Almanya'nın birleşik bir güç olarak ortaya çıkması, sömürge yaratmak konusunda
İngiltere ve Fransa'ya rakip olmak yönünde politikalar izlemesi ve askeri
gücünü sürekli olarak artırması uluslararası ilişkilerde cepheleşmelerin önünü
açtı. Avusturya-Macaristan, Almanya, İtalya, Osmanlı İmparatorluğu aynı cephede
yer alırken, Fransa, İngiltere, Rusya, Japonya 1. Dünya Savaşı'na diğer cepheyi
oluşturarak girdi. ABD, 1917 yılına kadar tarafsız konumda yer aldı. Ülkeler
arası anlaşmalarla saflar savaşın çok öncesinde oluşmaya başlamıştı. Fransa, Almanya'nın Alsace-Lorraine bölgesinin alınmasını kabullenememişti
ve Almanya'ya karşı rövanşist bir dış politika uygulama amacındaydı. Bu
politika, 1. Dünya Savaşı'na giden yolda önemli unsurlardan biriydi.
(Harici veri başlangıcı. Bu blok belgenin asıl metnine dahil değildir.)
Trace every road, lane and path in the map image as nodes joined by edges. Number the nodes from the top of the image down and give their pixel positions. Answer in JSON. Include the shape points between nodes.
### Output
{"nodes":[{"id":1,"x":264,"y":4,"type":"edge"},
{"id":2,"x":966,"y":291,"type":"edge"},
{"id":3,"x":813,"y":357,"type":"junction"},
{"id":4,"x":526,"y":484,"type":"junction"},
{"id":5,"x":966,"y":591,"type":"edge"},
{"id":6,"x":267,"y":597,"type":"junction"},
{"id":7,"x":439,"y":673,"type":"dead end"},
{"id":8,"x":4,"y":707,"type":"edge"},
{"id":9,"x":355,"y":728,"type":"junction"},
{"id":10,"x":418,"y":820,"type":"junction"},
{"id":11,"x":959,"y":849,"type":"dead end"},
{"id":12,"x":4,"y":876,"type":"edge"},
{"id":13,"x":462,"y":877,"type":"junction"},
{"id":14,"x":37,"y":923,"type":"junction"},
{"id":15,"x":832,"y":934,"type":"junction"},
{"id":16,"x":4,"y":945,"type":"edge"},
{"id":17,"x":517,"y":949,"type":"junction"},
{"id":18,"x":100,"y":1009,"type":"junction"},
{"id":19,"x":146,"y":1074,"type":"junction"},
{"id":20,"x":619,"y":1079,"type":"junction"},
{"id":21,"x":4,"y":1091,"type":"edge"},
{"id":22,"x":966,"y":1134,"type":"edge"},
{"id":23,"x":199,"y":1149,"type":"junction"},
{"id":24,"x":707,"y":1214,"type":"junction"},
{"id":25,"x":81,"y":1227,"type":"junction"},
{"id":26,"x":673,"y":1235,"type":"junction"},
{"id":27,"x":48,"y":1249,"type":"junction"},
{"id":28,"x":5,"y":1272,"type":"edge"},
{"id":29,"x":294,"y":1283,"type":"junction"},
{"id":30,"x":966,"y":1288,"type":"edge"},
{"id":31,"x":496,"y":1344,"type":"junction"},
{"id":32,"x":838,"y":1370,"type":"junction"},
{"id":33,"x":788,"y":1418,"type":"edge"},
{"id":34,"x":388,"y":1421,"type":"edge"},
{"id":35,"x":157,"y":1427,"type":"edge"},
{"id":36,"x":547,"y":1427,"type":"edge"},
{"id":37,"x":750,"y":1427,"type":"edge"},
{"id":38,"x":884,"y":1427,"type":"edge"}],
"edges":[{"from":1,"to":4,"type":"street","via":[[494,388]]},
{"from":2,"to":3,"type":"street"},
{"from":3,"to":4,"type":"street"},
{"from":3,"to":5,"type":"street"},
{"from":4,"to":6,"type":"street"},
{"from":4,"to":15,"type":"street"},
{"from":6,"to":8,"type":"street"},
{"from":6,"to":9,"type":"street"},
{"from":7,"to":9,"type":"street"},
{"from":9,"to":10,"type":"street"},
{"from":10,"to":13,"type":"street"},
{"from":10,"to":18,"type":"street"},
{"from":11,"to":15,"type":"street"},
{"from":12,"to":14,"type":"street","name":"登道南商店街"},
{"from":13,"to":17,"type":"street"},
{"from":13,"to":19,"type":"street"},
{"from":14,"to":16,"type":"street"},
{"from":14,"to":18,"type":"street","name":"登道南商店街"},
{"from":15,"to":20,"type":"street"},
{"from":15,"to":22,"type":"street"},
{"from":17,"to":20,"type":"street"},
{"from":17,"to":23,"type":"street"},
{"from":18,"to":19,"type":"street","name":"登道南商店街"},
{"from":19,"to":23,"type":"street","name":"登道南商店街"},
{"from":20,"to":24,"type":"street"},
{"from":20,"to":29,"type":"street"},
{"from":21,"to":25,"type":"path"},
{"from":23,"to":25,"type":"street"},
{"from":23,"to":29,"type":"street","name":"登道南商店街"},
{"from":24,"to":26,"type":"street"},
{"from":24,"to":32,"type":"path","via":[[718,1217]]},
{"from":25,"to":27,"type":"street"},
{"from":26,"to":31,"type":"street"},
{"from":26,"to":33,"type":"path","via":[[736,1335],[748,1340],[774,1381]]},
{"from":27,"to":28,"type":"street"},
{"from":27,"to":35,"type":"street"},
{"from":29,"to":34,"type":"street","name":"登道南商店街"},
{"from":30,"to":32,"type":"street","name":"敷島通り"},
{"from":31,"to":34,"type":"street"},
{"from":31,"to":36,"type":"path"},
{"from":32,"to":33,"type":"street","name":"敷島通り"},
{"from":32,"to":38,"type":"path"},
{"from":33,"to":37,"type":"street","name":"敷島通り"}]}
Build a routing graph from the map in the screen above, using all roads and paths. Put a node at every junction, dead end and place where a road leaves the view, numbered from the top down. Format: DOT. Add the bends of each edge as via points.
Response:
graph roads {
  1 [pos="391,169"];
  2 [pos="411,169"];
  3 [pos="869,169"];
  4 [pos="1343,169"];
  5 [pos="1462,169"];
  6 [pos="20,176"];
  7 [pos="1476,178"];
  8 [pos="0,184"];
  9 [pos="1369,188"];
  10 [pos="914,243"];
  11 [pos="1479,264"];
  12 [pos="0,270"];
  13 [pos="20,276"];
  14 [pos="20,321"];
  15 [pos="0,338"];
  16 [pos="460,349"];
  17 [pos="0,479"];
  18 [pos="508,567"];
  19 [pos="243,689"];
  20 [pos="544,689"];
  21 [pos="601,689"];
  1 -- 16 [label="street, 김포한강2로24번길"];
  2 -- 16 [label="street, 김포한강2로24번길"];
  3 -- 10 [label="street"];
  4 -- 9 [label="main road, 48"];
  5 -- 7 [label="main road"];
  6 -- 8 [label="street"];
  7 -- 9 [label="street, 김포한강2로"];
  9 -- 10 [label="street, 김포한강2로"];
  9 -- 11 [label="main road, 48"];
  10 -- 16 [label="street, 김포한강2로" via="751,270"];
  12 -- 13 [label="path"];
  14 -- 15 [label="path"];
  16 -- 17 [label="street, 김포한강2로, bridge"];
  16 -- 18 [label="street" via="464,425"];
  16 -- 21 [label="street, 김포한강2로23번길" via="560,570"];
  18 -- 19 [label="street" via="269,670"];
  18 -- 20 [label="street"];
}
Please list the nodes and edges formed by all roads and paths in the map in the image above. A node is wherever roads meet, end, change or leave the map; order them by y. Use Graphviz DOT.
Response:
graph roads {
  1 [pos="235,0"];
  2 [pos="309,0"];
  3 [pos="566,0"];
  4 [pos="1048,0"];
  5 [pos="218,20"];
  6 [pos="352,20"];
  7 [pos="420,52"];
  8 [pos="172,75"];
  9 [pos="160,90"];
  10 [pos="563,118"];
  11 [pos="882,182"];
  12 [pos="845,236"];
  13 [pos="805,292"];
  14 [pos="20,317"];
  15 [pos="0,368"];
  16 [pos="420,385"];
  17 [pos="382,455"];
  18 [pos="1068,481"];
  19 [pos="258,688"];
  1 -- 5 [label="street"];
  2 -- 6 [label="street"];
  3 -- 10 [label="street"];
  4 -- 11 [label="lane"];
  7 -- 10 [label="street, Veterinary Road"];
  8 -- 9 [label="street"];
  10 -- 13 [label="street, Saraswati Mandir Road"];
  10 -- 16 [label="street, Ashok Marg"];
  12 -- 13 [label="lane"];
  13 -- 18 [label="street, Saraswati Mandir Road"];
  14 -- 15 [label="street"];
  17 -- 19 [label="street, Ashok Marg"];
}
İngiltere, kıta Avrupa'sı ile ilişkilerinde kendini ayrı bir noktada
konumlandırıyordu. 19. y.y.'nin son çeyreğinde uyguladığı politika
izolasyonistti ve bu politikayı "mükemmel izolasyon (splendid isolation)"
olarak adlandırıyordu.
1. Dünya Savaşı'nın patlaması, yukarıda açıklanan ekonomik temelli nedenlerle
güçlenen emperyalist eğilimler, askeri anlamda güçlenmelerin getirdiği yeni
dengeler, artan milliyetçilik duyguları ve ülkeler arasındaki kutuplaşmalar ve
cepheleşmeler ile söz konusu oldu.
Dünya, 20. y.y.'nin özellikle son 20 yılını neoliberal politikaların devreye
sokulmasıyla küreselleşmenin etkisi altında geçirdi. Yaşanan olayların ve
süreçlerin 19. y.y.'nin son çeyreği ile farklılıkları olsa da, ortaya çıkan
sonuçların bazı nitelikleri benzerlikler göstermektedir. İngiltere'nin 19.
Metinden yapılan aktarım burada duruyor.